Employing cardiovascular disease prevention strategies in mid-life may delay or stop the brain alterations that can lead to dementia in later life, a new study suggests.
The study, published in the Journal of the American College of Cardiology, found that atherosclerosis in mid-life can impact areas of the brain impacted by dementia.
Atherosclerosis, or buildup of fats, cholesterol and other substances in and on artery walls, is the underlying cause of most cardiovascular diseases, which is the leading cause of death around the world.
Dementia is also among the top causes of death and disability around the world, with 50 million people currently living with dementia, according to the researchers from the American College of Cardiology.

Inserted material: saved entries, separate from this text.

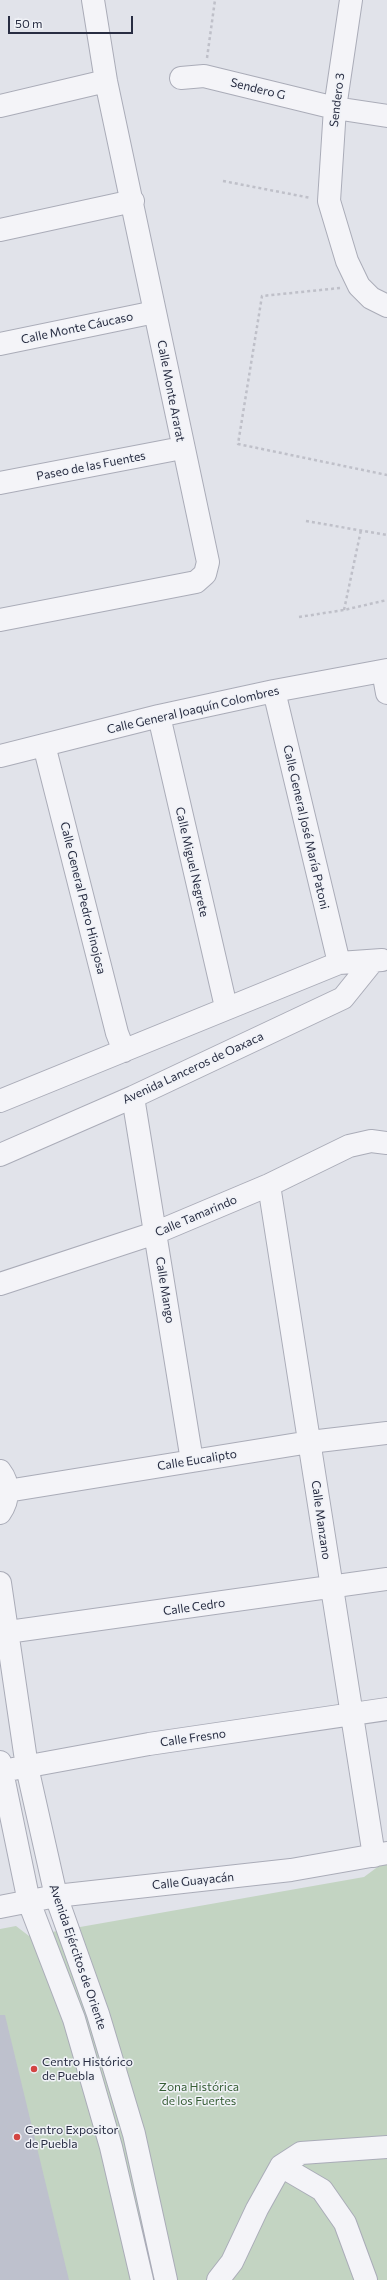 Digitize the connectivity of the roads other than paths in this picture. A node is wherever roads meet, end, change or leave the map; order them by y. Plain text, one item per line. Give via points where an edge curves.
1 (93, 0) edge
2 (351, 0) edge
3 (181, 78) dead end
4 (106, 81) junction
5 (0, 106) edge
6 (335, 108) junction
7 (387, 116) edge
8 (133, 201) junction
9 (0, 230) edge
10 (387, 306) edge
11 (154, 312) junction
12 (0, 344) edge
13 (182, 448) junction
14 (0, 483) edge
15 (0, 620) edge
16 (385, 671) edge
17 (274, 691) junction
18 (387, 692) edge
19 (159, 716) junction
20 (44, 746) junction
21 (0, 756) edge
22 (380, 961) edge
23 (339, 963) junction
24 (226, 1008) junction
25 (124, 1051) junction
26 (133, 1097) junction
27 (1, 1099) edge
28 (387, 1143) edge
29 (0, 1155) edge
30 (269, 1185) junction
31 (155, 1233) junction
32 (0, 1284) edge
33 (387, 1432) edge
34 (310, 1442) junction
35 (192, 1461) junction
36 (4, 1481) edge
37 (0, 1513) edge
38 (387, 1579) edge
39 (0, 1583) edge
40 (331, 1588) junction
41 (4, 1633) edge
42 (387, 1709) edge
43 (351, 1715) junction
44 (27, 1767) junction
45 (0, 1768) edge
46 (382, 1854) edge
47 (56, 1896) junction
48 (29, 1902) junction
49 (0, 1907) edge
50 (387, 2147) edge
51 (281, 2166) junction
52 (232, 2271) edge
53 (142, 2280) edge
54 (166, 2280) edge
55 (218, 2280) edge
56 (366, 2280) edge

1 - 4 street, Calle Monte Ararat
2 - 6 street, Sendero 3
3 - 6 street, Sendero G via 204,76
4 - 5 street
4 - 8 street, Calle Monte Ararat
6 - 7 street, Sendero G
6 - 10 street, Sendero 3 via 329,201 347,261 359,286 372,298
8 - 9 street
8 - 11 street, Calle Monte Ararat
11 - 12 street, Calle Monte Cáucaso
11 - 13 street, Calle Monte Ararat
13 - 14 street, Paseo de las Fuentes
13 - 15 street, Calle Monte Ararat via 208,562 205,574 196,582
16 - 17 street, Calle General Joaquín Colombres
16 - 18 street
17 - 19 street, Calle General Joaquín Colombres
17 - 23 street, Calle General José María Patoni
19 - 20 street, Calle General Joaquín Colombres
19 - 24 street, Calle Miguel Negrete
20 - 21 street, Calle General Joaquín Colombres
20 - 25 street, Calle General Pedro Hinojosa via 117,1033
22 - 23 street, Avenida Lanceros de Oaxaca
22 - 26 street, Avenida Lanceros de Oaxaca via 344,998
23 - 24 street, Avenida Lanceros de Oaxaca
24 - 25 street, Avenida Lanceros de Oaxaca
25 - 27 street, Avenida Lanceros de Oaxaca
26 - 29 street, Avenida Lanceros de Oaxaca
26 - 31 street, Calle Mango
28 - 30 street, Calle Tamarindo via 371,1141 349,1146
30 - 31 street, Calle Tamarindo
30 - 34 street, Calle Manzano
31 - 32 street, Calle Tamarindo
31 - 35 street, Calle Mango
33 - 34 street, Calle Eucalipto
34 - 35 street, Calle Eucalipto
34 - 40 street, Calle Manzano
35 - 36 street, Calle Eucalipto
36 - 37 street via 4,1505
38 - 40 street, Calle Cedro
39 - 41 street, Avenida Ejércitos de Oriente
40 - 41 street, Calle Cedro
40 - 43 street, Calle Manzano
41 - 44 street, Avenida Ejércitos de Oriente
42 - 43 street, Calle Fresno
43 - 44 street, Calle Fresno via 149,1744
43 - 46 street, Calle Manzano
44 - 45 street, Calle Fresno
44 - 47 street, Avenida Ejércitos de Oriente
45 - 48 street, Avenida Ejércitos de Oriente
46 - 47 street, Calle Guayacán via 291,1870
47 - 48 street, Calle Guayacán
47 - 54 street, Avenida Ejércitos de Oriente via 98,2014 134,2134
48 - 49 street, Calle Guayacán
48 - 53 street, Avenida Ejércitos de Oriente via 74,2019 111,2147
50 - 51 street via 301,2153
51 - 52 street via 257,2209
51 - 56 street via 322,2190 344,2223
52 - 55 street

The presence of atherosclerosis has been linked to cognitive impairment in advanced stages of the disease, but little is known about how they influence each other, especially since both can be asymptomatic for long periods of time earlier in life, the team said.
For the study, the researchers included 547 participants from an atherosclerosis-based study and scanned them using 18F-fluorodeoxyglucose (FDG)-positron emission tomography (PET) scans.

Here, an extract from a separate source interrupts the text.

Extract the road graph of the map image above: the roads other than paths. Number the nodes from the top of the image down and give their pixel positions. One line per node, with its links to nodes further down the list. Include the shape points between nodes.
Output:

The team sought to determine the association between brain metabolism, subclinical atherosclerosis and cardiovascular risk factors in asymptomatic, middle-aged adults.

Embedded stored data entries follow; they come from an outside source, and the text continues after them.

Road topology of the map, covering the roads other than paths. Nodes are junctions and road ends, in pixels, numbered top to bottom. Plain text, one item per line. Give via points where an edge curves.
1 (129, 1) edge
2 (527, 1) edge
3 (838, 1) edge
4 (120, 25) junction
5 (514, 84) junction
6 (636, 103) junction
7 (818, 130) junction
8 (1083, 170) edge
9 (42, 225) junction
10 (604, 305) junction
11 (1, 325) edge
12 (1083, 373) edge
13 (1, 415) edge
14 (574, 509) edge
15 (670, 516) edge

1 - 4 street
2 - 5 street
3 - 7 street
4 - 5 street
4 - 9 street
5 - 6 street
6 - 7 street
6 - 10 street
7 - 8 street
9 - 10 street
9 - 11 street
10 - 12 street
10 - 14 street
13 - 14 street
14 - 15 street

They found that cardiovascular risk is associated with brain hypometabolism, including the cerebral areas known to be affected in dementia. Hypertension was the modifiable cardiovascular disease risk factor with the strongest association.
According to the researchers, these results underscore the need to control cardiovascular disease risk factors early in life to potentially reduce the brain’s later vulnerability to cognitive dysfunction.